Formatting those fixed-width-font tables and ASCII art isn’t easy, either. It takes substantially more code than just spewing out some strings.

Markdown, or some variant thereof, might be a reasonable choice; you could write a Markdown or Markdown-variant terminal program. CommonMark doesn’t support tables, but pandoc, GitHub-flavored Markdown, and PHP Markdown Extra do.

It occurs to me that a slight variation on the ordinary Unix interpretation of ASCII or UTF-8 text could work, as well. Suppose you consider a text (any text) to consist of a sequence of tables, where the rows are separated by LF (^J), and the tables are separated by blank lines consisting of two consecutive LFs (^J^J). Thus ordinary paragraphs are single-column tables. Then, instead of treating TAB (^I) to instruct a terminal to move the cursor to the next tab stop, treat it as instructing the terminal to move the cursor to the next column; enough space for each column is allocated to hold its contents, which means that text in subsequent rows of the table can expand them, moving previously displayed text to the right.

This form of output is clearly very easy to produce in a program, and it can be reasonably copied and pasted between programs. In fact lots of programs already accept a table in this format as input or produce it as output, under the name TSV, “tab-separated values”.

However, no self-respecting programmer would rest content without adding recursion.
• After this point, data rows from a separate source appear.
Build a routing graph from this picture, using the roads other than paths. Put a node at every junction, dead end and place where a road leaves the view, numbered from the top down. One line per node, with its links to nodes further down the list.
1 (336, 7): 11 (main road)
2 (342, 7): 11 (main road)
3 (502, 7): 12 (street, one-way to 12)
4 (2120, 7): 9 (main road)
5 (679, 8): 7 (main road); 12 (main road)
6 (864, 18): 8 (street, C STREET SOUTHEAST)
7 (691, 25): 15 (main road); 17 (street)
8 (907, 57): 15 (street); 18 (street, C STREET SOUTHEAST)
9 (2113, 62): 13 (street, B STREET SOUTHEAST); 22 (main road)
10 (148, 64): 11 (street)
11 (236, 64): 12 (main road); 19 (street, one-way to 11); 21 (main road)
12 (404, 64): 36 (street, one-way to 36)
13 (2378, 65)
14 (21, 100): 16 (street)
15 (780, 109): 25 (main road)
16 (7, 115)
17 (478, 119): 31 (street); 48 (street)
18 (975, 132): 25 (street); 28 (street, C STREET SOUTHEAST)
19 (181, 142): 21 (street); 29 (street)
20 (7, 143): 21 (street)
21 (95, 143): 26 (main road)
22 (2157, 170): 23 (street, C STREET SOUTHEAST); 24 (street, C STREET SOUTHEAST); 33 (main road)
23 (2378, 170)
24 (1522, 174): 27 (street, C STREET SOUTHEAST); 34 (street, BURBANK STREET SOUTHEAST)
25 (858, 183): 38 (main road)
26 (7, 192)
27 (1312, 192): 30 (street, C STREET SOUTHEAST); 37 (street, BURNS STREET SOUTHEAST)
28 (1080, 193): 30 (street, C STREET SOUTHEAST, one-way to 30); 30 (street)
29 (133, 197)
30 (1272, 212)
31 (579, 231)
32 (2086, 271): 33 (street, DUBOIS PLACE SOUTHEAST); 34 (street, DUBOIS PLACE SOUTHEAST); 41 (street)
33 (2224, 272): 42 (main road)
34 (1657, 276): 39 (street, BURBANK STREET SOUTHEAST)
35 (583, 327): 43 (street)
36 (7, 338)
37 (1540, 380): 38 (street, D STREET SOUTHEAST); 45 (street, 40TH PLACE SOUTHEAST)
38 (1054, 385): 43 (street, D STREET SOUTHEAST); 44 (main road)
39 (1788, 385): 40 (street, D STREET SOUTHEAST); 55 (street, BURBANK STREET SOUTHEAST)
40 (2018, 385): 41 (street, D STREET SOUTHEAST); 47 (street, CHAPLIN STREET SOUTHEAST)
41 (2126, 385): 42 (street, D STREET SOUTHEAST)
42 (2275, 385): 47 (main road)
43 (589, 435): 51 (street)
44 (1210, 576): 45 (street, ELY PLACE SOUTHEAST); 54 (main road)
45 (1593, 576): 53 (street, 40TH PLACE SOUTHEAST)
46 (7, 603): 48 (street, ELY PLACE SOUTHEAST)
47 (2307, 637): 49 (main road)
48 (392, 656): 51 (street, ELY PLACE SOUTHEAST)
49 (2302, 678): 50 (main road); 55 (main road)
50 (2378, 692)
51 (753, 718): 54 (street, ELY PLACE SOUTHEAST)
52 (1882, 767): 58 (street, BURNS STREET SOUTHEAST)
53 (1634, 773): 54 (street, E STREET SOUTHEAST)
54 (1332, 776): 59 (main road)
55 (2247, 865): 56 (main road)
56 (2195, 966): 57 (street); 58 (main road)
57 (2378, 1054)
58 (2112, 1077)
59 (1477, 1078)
So if we use the characters ^R and ^T (DC2 and DC4) to begin and end nested tables (or blank-line separated sequences of tables), we gain new and exciting abilities:

1. We can put a paragraph of text in a table cell, as long as we wrap it beforehand, just by beginning it with ^R and ending it with ^T.
2. We can put a header across the top of a whole table by beginning the table with ^R and ending it with ^T, so that the header isn’t really part of the table.
3. If the vertical layout of the table is well-defined, we can split a table into vertical slices with their own headers by putting each of the vertical slices in its own table cell.
4. In general we can do Tk-style packing layout or TeX-style vbox/hbox layout by nesting “tables” each consisting of just one row or just one column.

A document in this format isn’t merely readable, it’s also editable at the character level, although deleting a ^T or inserting a ^R may have surprising and exciting results. Incremental relayout is vastly easier than with the CSS box model. And proportional fonts don’t inconvenience the table layout in the slightest.

Still, I feel like this is maybe more of a 1995 protocol or format design than a 2025 design.